# Task to complete
Below are some entries. Count how many of their lines include "Taman", then give that number only.

# Supplied material
::::::
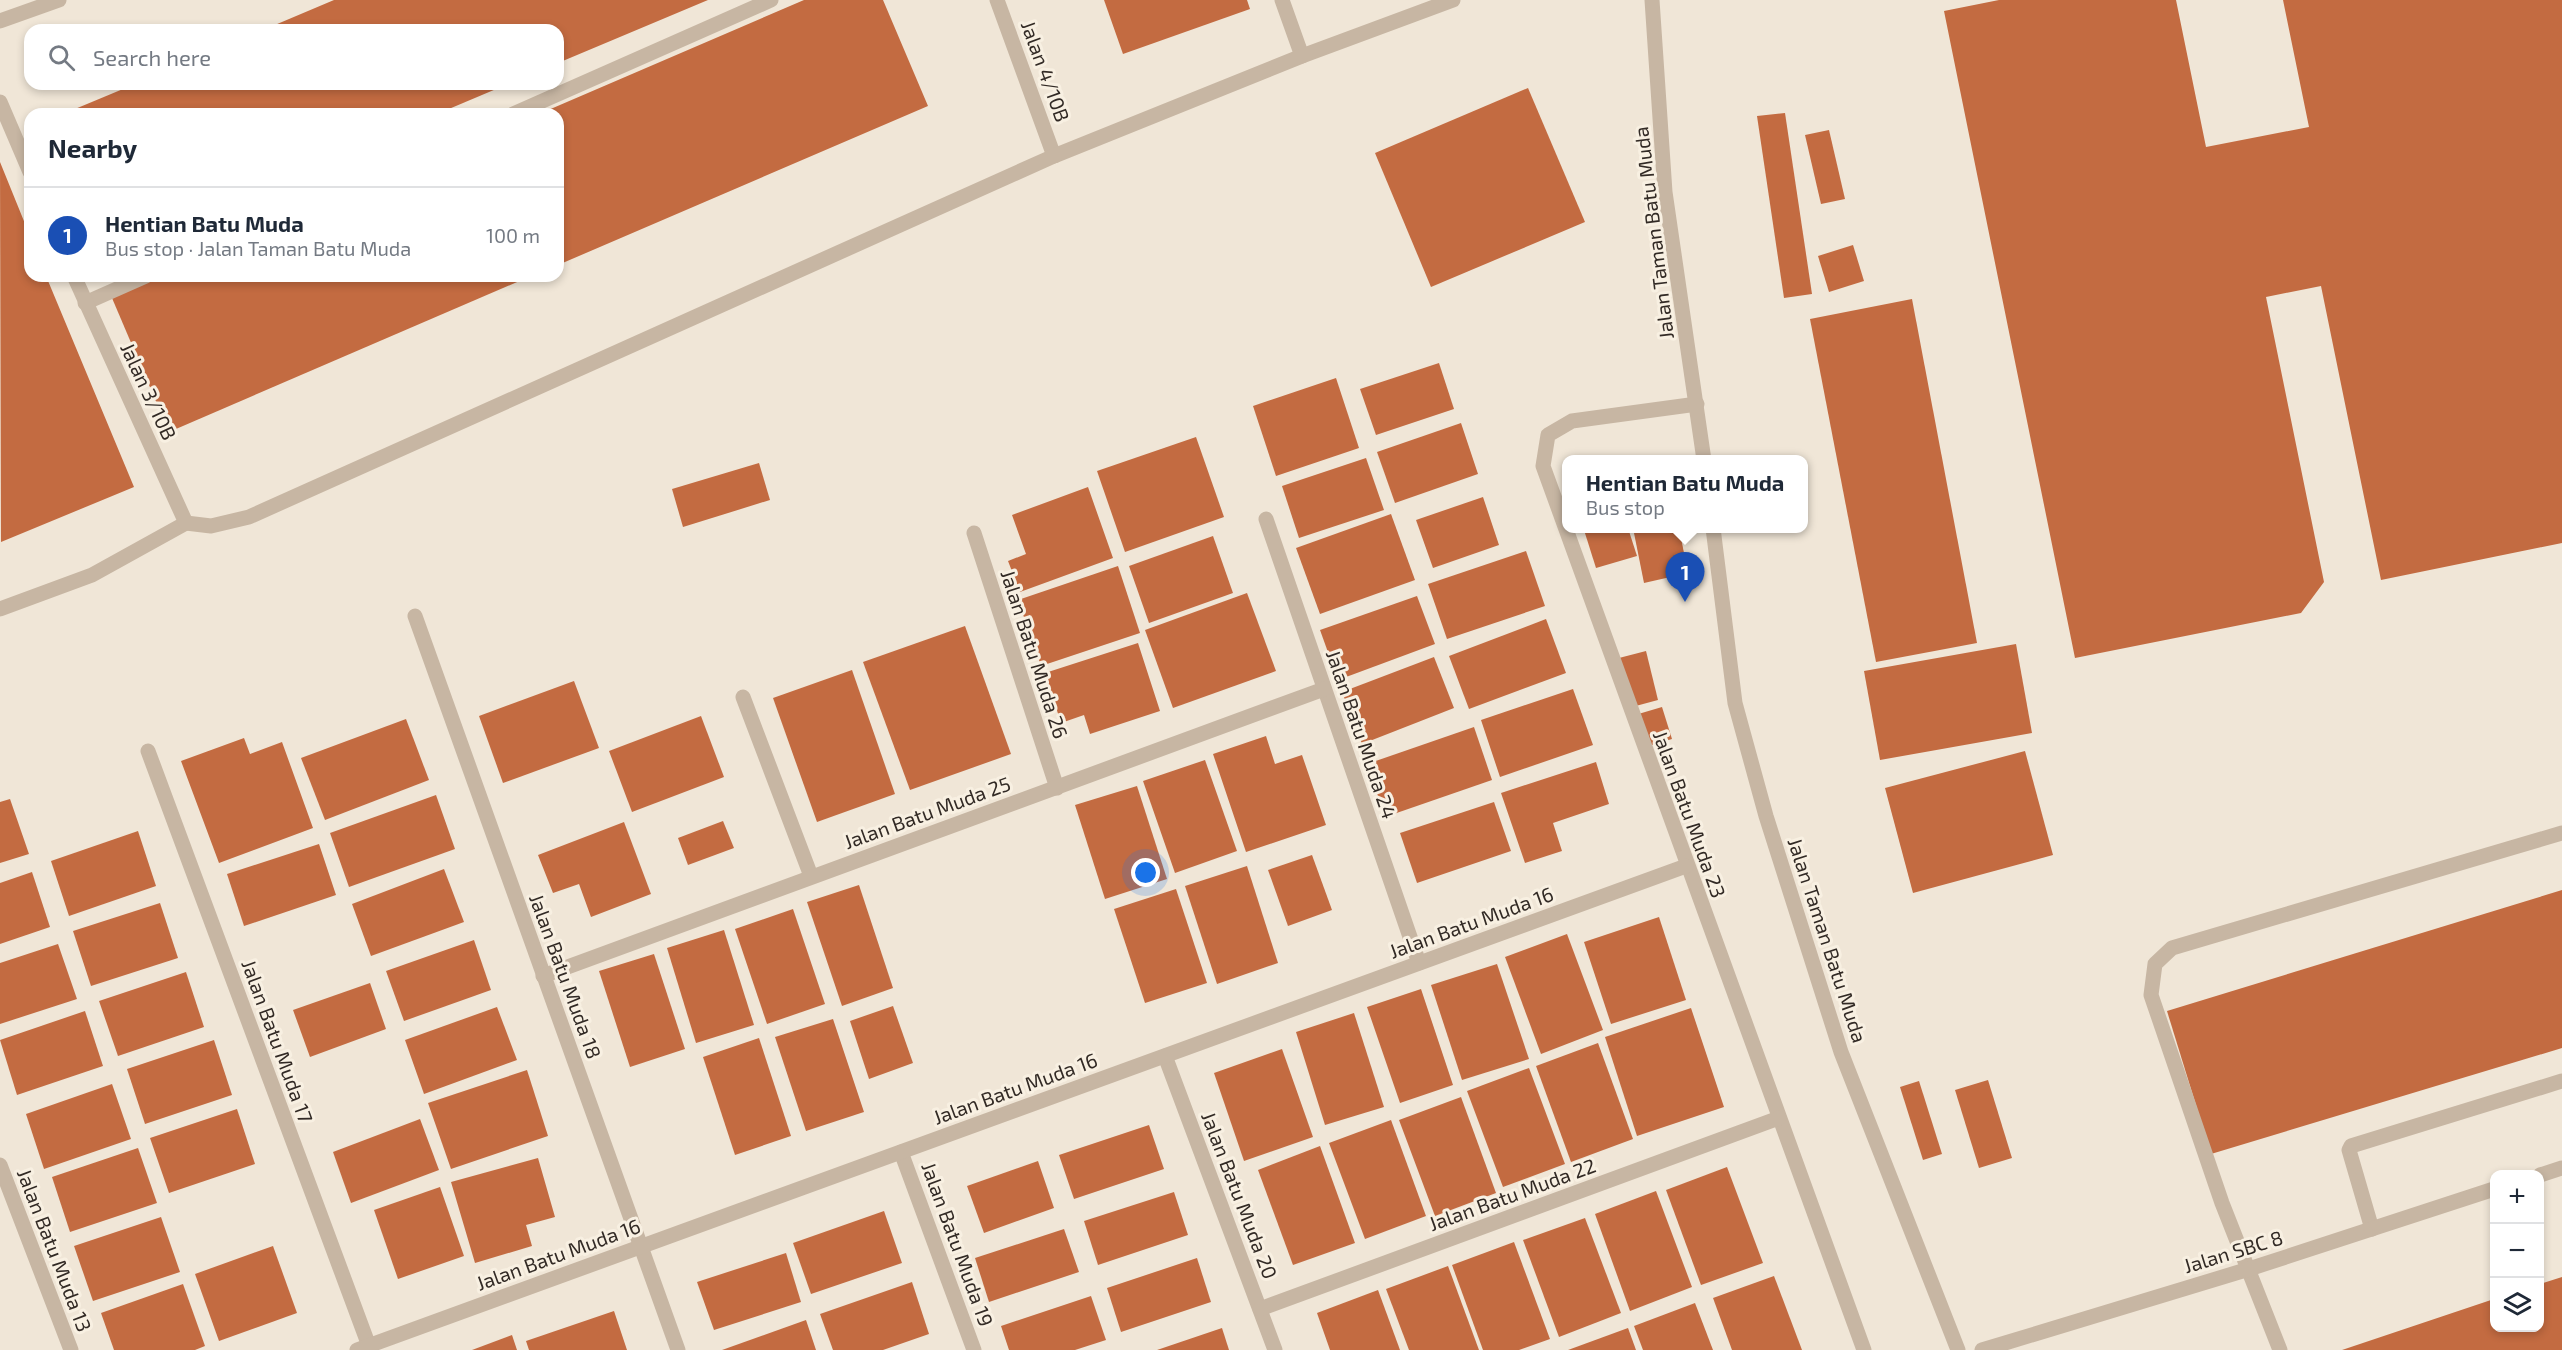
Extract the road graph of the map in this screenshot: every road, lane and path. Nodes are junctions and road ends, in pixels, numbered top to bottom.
1 (59, 0) edge
2 (771, 0) edge
3 (997, 0) edge
4 (1282, 0) edge
5 (1453, 0) edge
6 (1652, 0) edge
7 (0, 21) edge
8 (1302, 56) junction
9 (0, 102) edge
10 (527, 108) edge
11 (1054, 156) junction
12 (24, 158) edge
13 (77, 282) edge
14 (133, 282) edge
15 (86, 303) junction
16 (1697, 404) junction
17 (1703, 455) edge
18 (1266, 519) dead end
19 (1562, 519) edge
20 (186, 523) junction
21 (974, 533) dead end
22 (1567, 533) edge
23 (1714, 533) edge
24 (0, 609) edge
25 (415, 616) dead end
26 (1324, 689) junction
27 (743, 697) dead end
28 (148, 751) dead end
29 (1057, 788) junction
30 (2562, 833) edge
31 (1686, 866) junction
32 (811, 876) junction
33 (1419, 963) junction
34 (543, 976) junction
35 (1165, 1056) junction
36 (2562, 1081) edge
37 (1779, 1118) junction
38 (902, 1152) junction
39 (0, 1165) edge
40 (2562, 1168) edge
41 (2544, 1174) edge
42 (2490, 1190) edge
43 (2372, 1229) junction
44 (641, 1247) junction
45 (2249, 1269) junction
46 (1260, 1309) junction
47 (363, 1348) edge
48 (71, 1350) edge
49 (678, 1350) edge
50 (974, 1350) edge
51 (1275, 1350) edge
52 (1864, 1350) edge
53 (1958, 1350) edge
54 (1982, 1350) edge
55 (2280, 1350) edge

1 - 7 street
2 - 10 street
3 - 11 street, Jalan 4/10B
4 - 8 street
5 - 8 street
6 - 16 street, Jalan Taman Batu Muda
8 - 11 street
9 - 12 street
11 - 20 street
13 - 15 street, Jalan 3/10B
14 - 15 street
15 - 20 street, Jalan 3/10B
16 - 17 street, Jalan Taman Batu Muda
16 - 19 street, Jalan Batu Muda 23
18 - 26 street, Jalan Batu Muda 24
20 - 24 street
21 - 29 street, Jalan Batu Muda 26
22 - 31 street, Jalan Batu Muda 23
23 - 53 street, Jalan Taman Batu Muda
25 - 34 street, Jalan Batu Muda 18
26 - 29 street, Jalan Batu Muda 25
26 - 33 street, Jalan Batu Muda 24
27 - 32 street
28 - 47 street, Jalan Batu Muda 17
29 - 32 street, Jalan Batu Muda 25
30 - 45 street
31 - 33 street, Jalan Batu Muda 16
31 - 37 street, Jalan Batu Muda 23
32 - 34 street, Jalan Batu Muda 25
33 - 35 street, Jalan Batu Muda 16
34 - 44 street, Jalan Batu Muda 18
35 - 38 street, Jalan Batu Muda 16
35 - 46 street, Jalan Batu Muda 20
36 - 43 street
37 - 46 street, Jalan Batu Muda 22
37 - 52 street, Jalan Batu Muda 23
38 - 44 street, Jalan Batu Muda 16
38 - 50 street, Jalan Batu Muda 19
39 - 48 street, Jalan Batu Muda 13
40 - 41 street
42 - 43 street, Jalan SBC 8
43 - 45 street, Jalan SBC 8
44 - 47 street, Jalan Batu Muda 16
44 - 49 street, Jalan Batu Muda 18
45 - 54 street, Jalan SBC 8
45 - 55 street
46 - 51 street, Jalan Batu Muda 20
::::::
# The answer
3